YOUR OBJECTIVE
Omit the images. Restate all of the records word for word.

[Collected data]
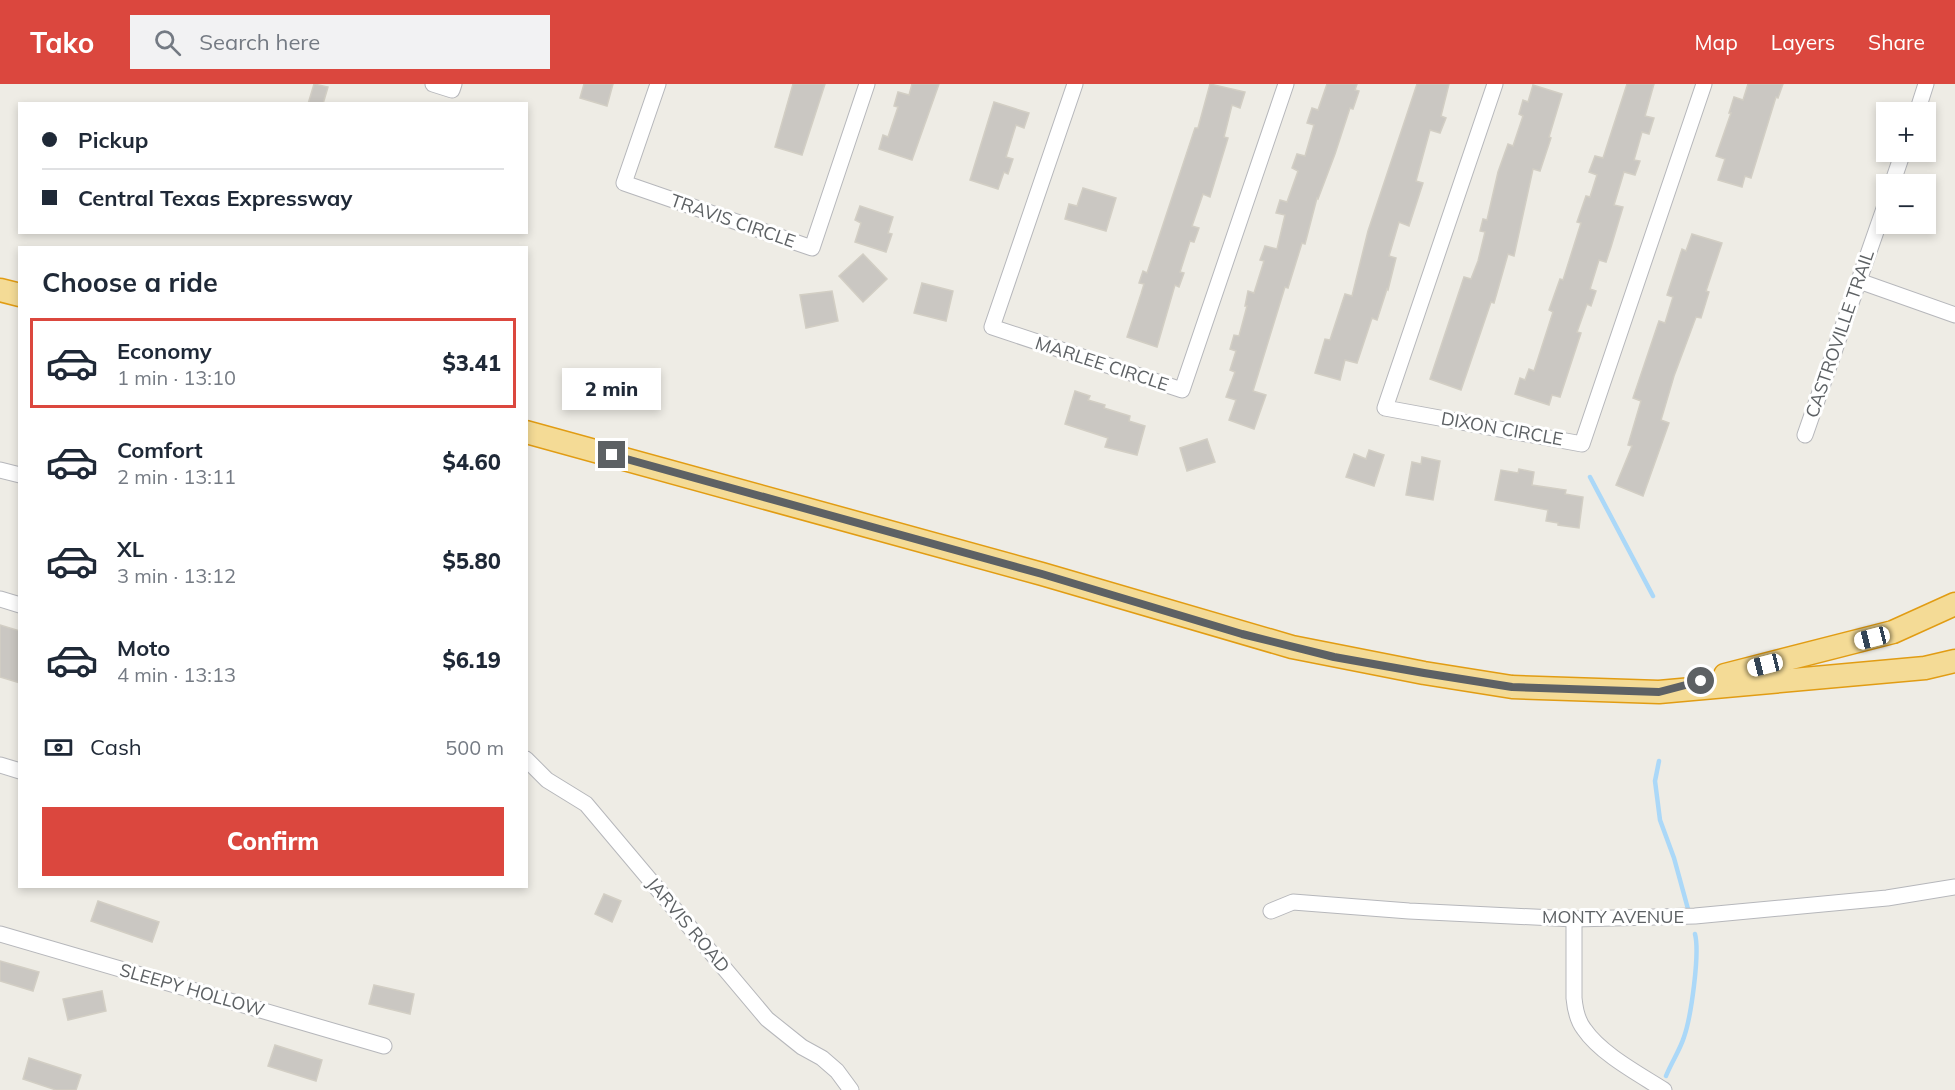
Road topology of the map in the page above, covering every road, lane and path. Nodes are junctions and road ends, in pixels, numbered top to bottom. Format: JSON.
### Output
{"nodes":[{"id":1,"x":433,"y":84,"type":"edge"},
{"id":2,"x":454,"y":84,"type":"edge"},
{"id":3,"x":658,"y":84,"type":"edge"},
{"id":4,"x":867,"y":84,"type":"edge"},
{"id":5,"x":1075,"y":84,"type":"edge"},
{"id":6,"x":1286,"y":84,"type":"edge"},
{"id":7,"x":1495,"y":84,"type":"edge"},
{"id":8,"x":1704,"y":84,"type":"edge"},
{"id":9,"x":1926,"y":84,"type":"edge"},
{"id":10,"x":1920,"y":102,"type":"edge"},
{"id":11,"x":1876,"y":232,"type":"edge"},
{"id":12,"x":1859,"y":281,"type":"junction"},
{"id":13,"x":0,"y":290,"type":"edge"},
{"id":14,"x":18,"y":294,"type":"edge"},
{"id":15,"x":1955,"y":315,"type":"edge"},
{"id":16,"x":528,"y":433,"type":"edge"},
{"id":17,"x":1804,"y":435,"type":"dead end"},
{"id":18,"x":0,"y":470,"type":"edge"},
{"id":19,"x":18,"y":474,"type":"edge"},
{"id":20,"x":0,"y":599,"type":"edge"},
{"id":21,"x":18,"y":604,"type":"edge"},
{"id":22,"x":1955,"y":604,"type":"edge"},
{"id":23,"x":1955,"y":663,"type":"edge"},
{"id":24,"x":1659,"y":692,"type":"junction"},
{"id":25,"x":528,"y":761,"type":"edge"},
{"id":26,"x":0,"y":765,"type":"edge"},
{"id":27,"x":18,"y":770,"type":"edge"},
{"id":28,"x":1955,"y":888,"type":"edge"},
{"id":29,"x":1271,"y":911,"type":"dead end"},
{"id":30,"x":1574,"y":919,"type":"junction"},
{"id":31,"x":0,"y":934,"type":"edge"},
{"id":32,"x":384,"y":1046,"type":"dead end"},
{"id":33,"x":851,"y":1090,"type":"edge"},
{"id":34,"x":1664,"y":1090,"type":"edge"}],
"edges":[{"from":1,"to":2,"type":"street"},
{"from":3,"to":4,"type":"street","name":"TRAVIS CIRCLE"},
{"from":5,"to":6,"type":"street","name":"MARLEE CIRCLE"},
{"from":7,"to":8,"type":"street","name":"DIXON CIRCLE"},
{"from":9,"to":10,"type":"street"},
{"from":11,"to":12,"type":"street","name":"CASTROVILLE TRAIL"},
{"from":12,"to":15,"type":"street"},
{"from":12,"to":17,"type":"street","name":"CASTROVILLE TRAIL"},
{"from":13,"to":14,"type":"highway"},
{"from":16,"to":24,"type":"highway"},
{"from":18,"to":19,"type":"street"},
{"from":20,"to":21,"type":"street"},
{"from":22,"to":24,"type":"highway"},
{"from":23,"to":24,"type":"highway"},
{"from":25,"to":33,"type":"street","name":"JARVIS ROAD"},
{"from":26,"to":27,"type":"street"},
{"from":28,"to":30,"type":"street","name":"MONTY AVENUE"},
{"from":29,"to":30,"type":"street","name":"MONTY AVENUE"},
{"from":30,"to":34,"type":"street"},
{"from":31,"to":32,"type":"street","name":"SLEEPY HOLLOW"}]}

EXERCISE RESPONSE
Road topology of the map in the page above, covering every road, lane and path. Nodes are junctions and road ends, in pixels, numbered top to bottom. Format: JSON.
### Output
{"nodes":[{"id":1,"x":433,"y":84,"type":"edge"},
{"id":2,"x":454,"y":84,"type":"edge"},
{"id":3,"x":658,"y":84,"type":"edge"},
{"id":4,"x":867,"y":84,"type":"edge"},
{"id":5,"x":1075,"y":84,"type":"edge"},
{"id":6,"x":1286,"y":84,"type":"edge"},
{"id":7,"x":1495,"y":84,"type":"edge"},
{"id":8,"x":1704,"y":84,"type":"edge"},
{"id":9,"x":1926,"y":84,"type":"edge"},
{"id":10,"x":1920,"y":102,"type":"edge"},
{"id":11,"x":1876,"y":232,"type":"edge"},
{"id":12,"x":1859,"y":281,"type":"junction"},
{"id":13,"x":0,"y":290,"type":"edge"},
{"id":14,"x":18,"y":294,"type":"edge"},
{"id":15,"x":1955,"y":315,"type":"edge"},
{"id":16,"x":528,"y":433,"type":"edge"},
{"id":17,"x":1804,"y":435,"type":"dead end"},
{"id":18,"x":0,"y":470,"type":"edge"},
{"id":19,"x":18,"y":474,"type":"edge"},
{"id":20,"x":0,"y":599,"type":"edge"},
{"id":21,"x":18,"y":604,"type":"edge"},
{"id":22,"x":1955,"y":604,"type":"edge"},
{"id":23,"x":1955,"y":663,"type":"edge"},
{"id":24,"x":1659,"y":692,"type":"junction"},
{"id":25,"x":528,"y":761,"type":"edge"},
{"id":26,"x":0,"y":765,"type":"edge"},
{"id":27,"x":18,"y":770,"type":"edge"},
{"id":28,"x":1955,"y":888,"type":"edge"},
{"id":29,"x":1271,"y":911,"type":"dead end"},
{"id":30,"x":1574,"y":919,"type":"junction"},
{"id":31,"x":0,"y":934,"type":"edge"},
{"id":32,"x":384,"y":1046,"type":"dead end"},
{"id":33,"x":851,"y":1090,"type":"edge"},
{"id":34,"x":1664,"y":1090,"type":"edge"}],
"edges":[{"from":1,"to":2,"type":"street"},
{"from":3,"to":4,"type":"street","name":"TRAVIS CIRCLE"},
{"from":5,"to":6,"type":"street","name":"MARLEE CIRCLE"},
{"from":7,"to":8,"type":"street","name":"DIXON CIRCLE"},
{"from":9,"to":10,"type":"street"},
{"from":11,"to":12,"type":"street","name":"CASTROVILLE TRAIL"},
{"from":12,"to":15,"type":"street"},
{"from":12,"to":17,"type":"street","name":"CASTROVILLE TRAIL"},
{"from":13,"to":14,"type":"highway"},
{"from":16,"to":24,"type":"highway"},
{"from":18,"to":19,"type":"street"},
{"from":20,"to":21,"type":"street"},
{"from":22,"to":24,"type":"highway"},
{"from":23,"to":24,"type":"highway"},
{"from":25,"to":33,"type":"street","name":"JARVIS ROAD"},
{"from":26,"to":27,"type":"street"},
{"from":28,"to":30,"type":"street","name":"MONTY AVENUE"},
{"from":29,"to":30,"type":"street","name":"MONTY AVENUE"},
{"from":30,"to":34,"type":"street"},
{"from":31,"to":32,"type":"street","name":"SLEEPY HOLLOW"}]}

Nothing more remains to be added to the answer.